- [STUDY MATERIAL]:
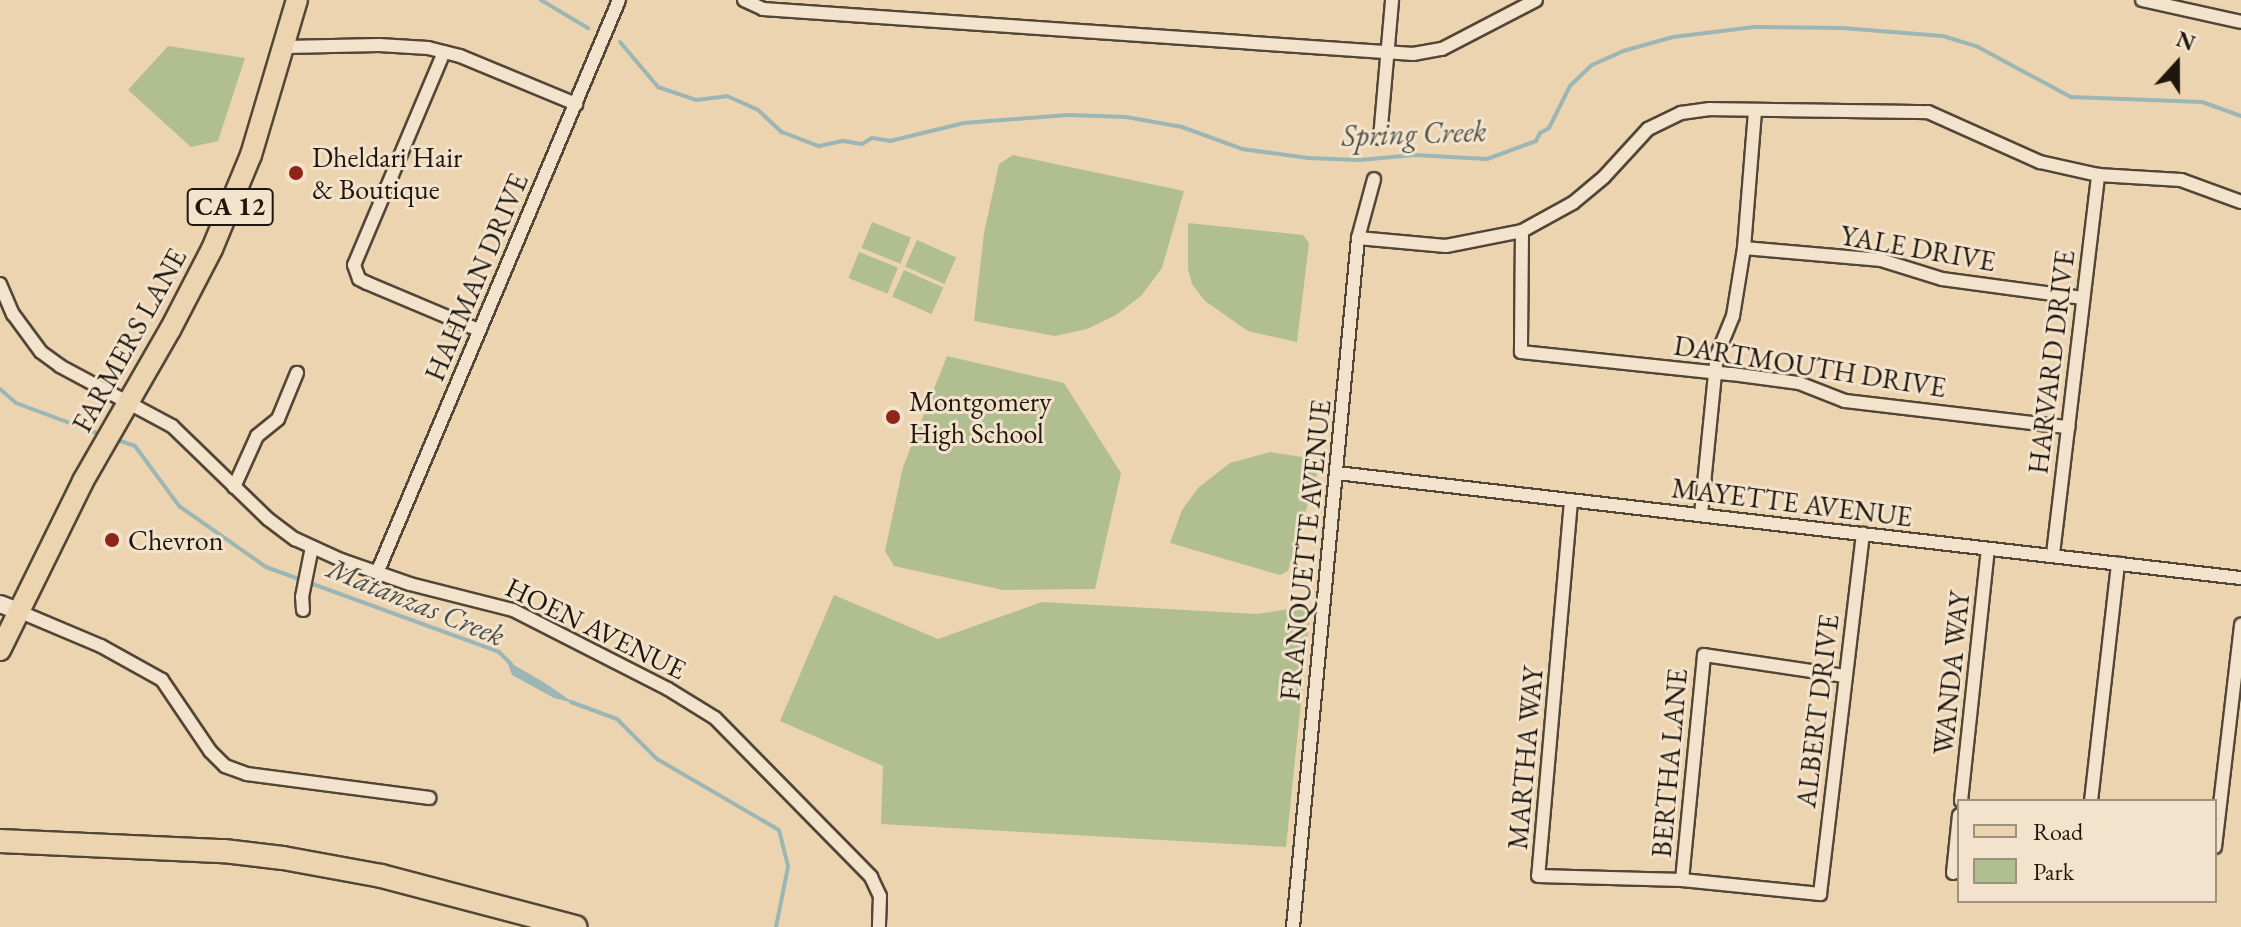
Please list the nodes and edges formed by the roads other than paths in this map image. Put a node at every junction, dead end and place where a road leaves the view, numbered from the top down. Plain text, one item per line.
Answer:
1 (297, 0) edge
2 (619, 0) edge
3 (744, 0) edge
4 (1392, 0) edge
5 (1536, 0) edge
6 (2142, 0) edge
7 (2197, 6) edge
8 (2241, 22) edge
9 (285, 47) junction
10 (1389, 50) junction
11 (444, 52) junction
12 (576, 104) junction
13 (1755, 110) junction
14 (1380, 138) dead end
15 (2098, 175) junction
16 (1374, 179) dead end
17 (2241, 202) edge
18 (1522, 231) junction
19 (1358, 238) junction
20 (1744, 248) junction
21 (0, 284) edge
22 (2083, 298) junction
23 (478, 330) junction
24 (297, 373) dead end
25 (1716, 373) junction
26 (129, 400) junction
27 (2068, 427) junction
28 (1337, 473) junction
29 (234, 487) junction
30 (1571, 501) junction
31 (1701, 514) junction
32 (1863, 534) junction
33 (312, 547) junction
34 (1988, 549) junction
35 (2053, 554) junction
36 (2118, 564) junction
37 (377, 573) junction
38 (2241, 578) edge
39 (302, 603) dead end
40 (9, 607) edge
41 (2241, 625) edge
42 (0, 650) edge
43 (1845, 676) junction
44 (429, 798) dead end
45 (1961, 799) edge
46 (2091, 799) edge
47 (2217, 830) edge
48 (1957, 834) edge
49 (0, 841) edge
50 (1953, 873) dead end
51 (1682, 880) junction
52 (1820, 894) joint
53 (575, 927) edge
54 (879, 927) edge
55 (1293, 927) edge

1 - 9 main road, FARMERS LANE / CA 12
2 - 12 street, HAHMAN DRIVE
3 - 10 street
4 - 10 street
5 - 10 street
6 - 7 street
7 - 8 street
9 - 11 street
9 - 26 main road, FARMERS LANE / CA 12
10 - 14 street
11 - 12 street
11 - 23 street
12 - 23 street, HAHMAN DRIVE
13 - 15 street
13 - 18 street
13 - 20 street
15 - 17 street
15 - 22 street, HARVARD DRIVE
16 - 19 street, FRANQUETTE AVENUE
18 - 19 street
18 - 25 street, DARTMOUTH DRIVE
19 - 28 street, FRANQUETTE AVENUE
20 - 22 street, YALE DRIVE
20 - 25 street
21 - 26 street, HOEN AVENUE
22 - 27 street, HARVARD DRIVE
23 - 37 street, HAHMAN DRIVE
24 - 29 street
25 - 27 street, DARTMOUTH DRIVE
25 - 31 street
26 - 29 street, HOEN AVENUE
26 - 40 main road, FARMERS LANE / CA 12
27 - 35 street, HARVARD DRIVE
28 - 30 street, MAYETTE AVENUE
28 - 55 street, FRANQUETTE AVENUE
29 - 33 street, HOEN AVENUE
30 - 31 street, MAYETTE AVENUE
30 - 51 street, MARTHA WAY
31 - 32 street, MAYETTE AVENUE
32 - 34 street, MAYETTE AVENUE
32 - 43 street, ALBERT DRIVE
33 - 37 street, HOEN AVENUE
33 - 39 street
34 - 35 street, MAYETTE AVENUE
34 - 45 street, WANDA WAY
35 - 36 street, MAYETTE AVENUE
36 - 38 street, MAYETTE AVENUE
36 - 46 street
37 - 54 street, HOEN AVENUE
40 - 42 main road, FARMERS LANE / CA 12
40 - 44 street
41 - 47 street
43 - 51 street, BERTHA LANE
43 - 52 street, ALBERT DRIVE
48 - 50 street
49 - 53 highway
51 - 52 street, BERTHA LANE

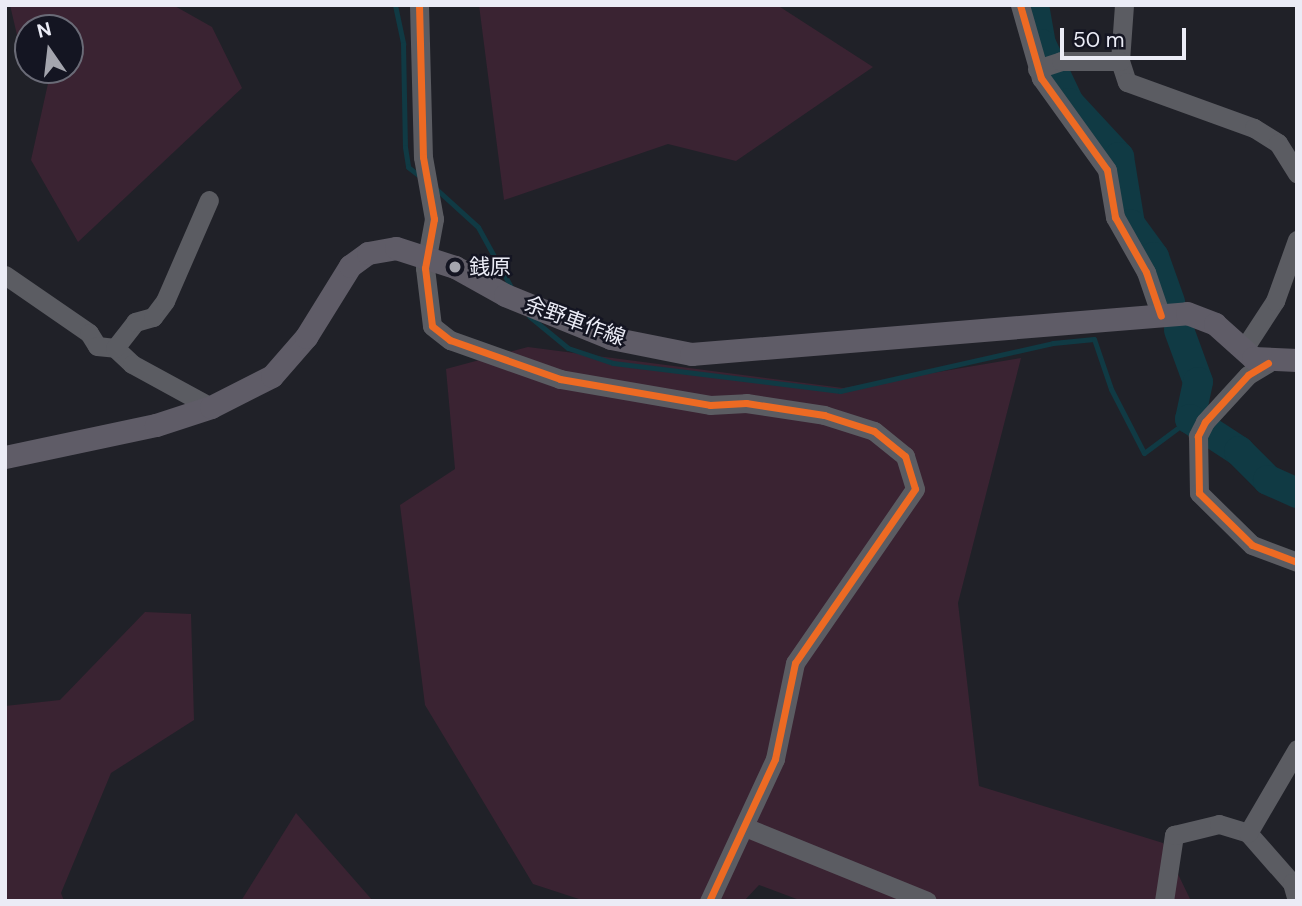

- [ACTIVITY]: If a record holds a picture, leave the picture out and print everything else exactly.

- [WRITTEN SOLUTION]:
Please list the nodes and edges formed by the roads other than paths in this map image. Put a node at every junction, dead end and place where a road leaves the view, numbered from the top down. Plain text, one item per line.
Answer:
1 (297, 0) edge
2 (619, 0) edge
3 (744, 0) edge
4 (1392, 0) edge
5 (1536, 0) edge
6 (2142, 0) edge
7 (2197, 6) edge
8 (2241, 22) edge
9 (285, 47) junction
10 (1389, 50) junction
11 (444, 52) junction
12 (576, 104) junction
13 (1755, 110) junction
14 (1380, 138) dead end
15 (2098, 175) junction
16 (1374, 179) dead end
17 (2241, 202) edge
18 (1522, 231) junction
19 (1358, 238) junction
20 (1744, 248) junction
21 (0, 284) edge
22 (2083, 298) junction
23 (478, 330) junction
24 (297, 373) dead end
25 (1716, 373) junction
26 (129, 400) junction
27 (2068, 427) junction
28 (1337, 473) junction
29 (234, 487) junction
30 (1571, 501) junction
31 (1701, 514) junction
32 (1863, 534) junction
33 (312, 547) junction
34 (1988, 549) junction
35 (2053, 554) junction
36 (2118, 564) junction
37 (377, 573) junction
38 (2241, 578) edge
39 (302, 603) dead end
40 (9, 607) edge
41 (2241, 625) edge
42 (0, 650) edge
43 (1845, 676) junction
44 (429, 798) dead end
45 (1961, 799) edge
46 (2091, 799) edge
47 (2217, 830) edge
48 (1957, 834) edge
49 (0, 841) edge
50 (1953, 873) dead end
51 (1682, 880) junction
52 (1820, 894) joint
53 (575, 927) edge
54 (879, 927) edge
55 (1293, 927) edge

1 - 9 main road, FARMERS LANE / CA 12
2 - 12 street, HAHMAN DRIVE
3 - 10 street
4 - 10 street
5 - 10 street
6 - 7 street
7 - 8 street
9 - 11 street
9 - 26 main road, FARMERS LANE / CA 12
10 - 14 street
11 - 12 street
11 - 23 street
12 - 23 street, HAHMAN DRIVE
13 - 15 street
13 - 18 street
13 - 20 street
15 - 17 street
15 - 22 street, HARVARD DRIVE
16 - 19 street, FRANQUETTE AVENUE
18 - 19 street
18 - 25 street, DARTMOUTH DRIVE
19 - 28 street, FRANQUETTE AVENUE
20 - 22 street, YALE DRIVE
20 - 25 street
21 - 26 street, HOEN AVENUE
22 - 27 street, HARVARD DRIVE
23 - 37 street, HAHMAN DRIVE
24 - 29 street
25 - 27 street, DARTMOUTH DRIVE
25 - 31 street
26 - 29 street, HOEN AVENUE
26 - 40 main road, FARMERS LANE / CA 12
27 - 35 street, HARVARD DRIVE
28 - 30 street, MAYETTE AVENUE
28 - 55 street, FRANQUETTE AVENUE
29 - 33 street, HOEN AVENUE
30 - 31 street, MAYETTE AVENUE
30 - 51 street, MARTHA WAY
31 - 32 street, MAYETTE AVENUE
32 - 34 street, MAYETTE AVENUE
32 - 43 street, ALBERT DRIVE
33 - 37 street, HOEN AVENUE
33 - 39 street
34 - 35 street, MAYETTE AVENUE
34 - 45 street, WANDA WAY
35 - 36 street, MAYETTE AVENUE
36 - 38 street, MAYETTE AVENUE
36 - 46 street
37 - 54 street, HOEN AVENUE
40 - 42 main road, FARMERS LANE / CA 12
40 - 44 street
41 - 47 street
43 - 51 street, BERTHA LANE
43 - 52 street, ALBERT DRIVE
48 - 50 street
49 - 53 highway
51 - 52 street, BERTHA LANE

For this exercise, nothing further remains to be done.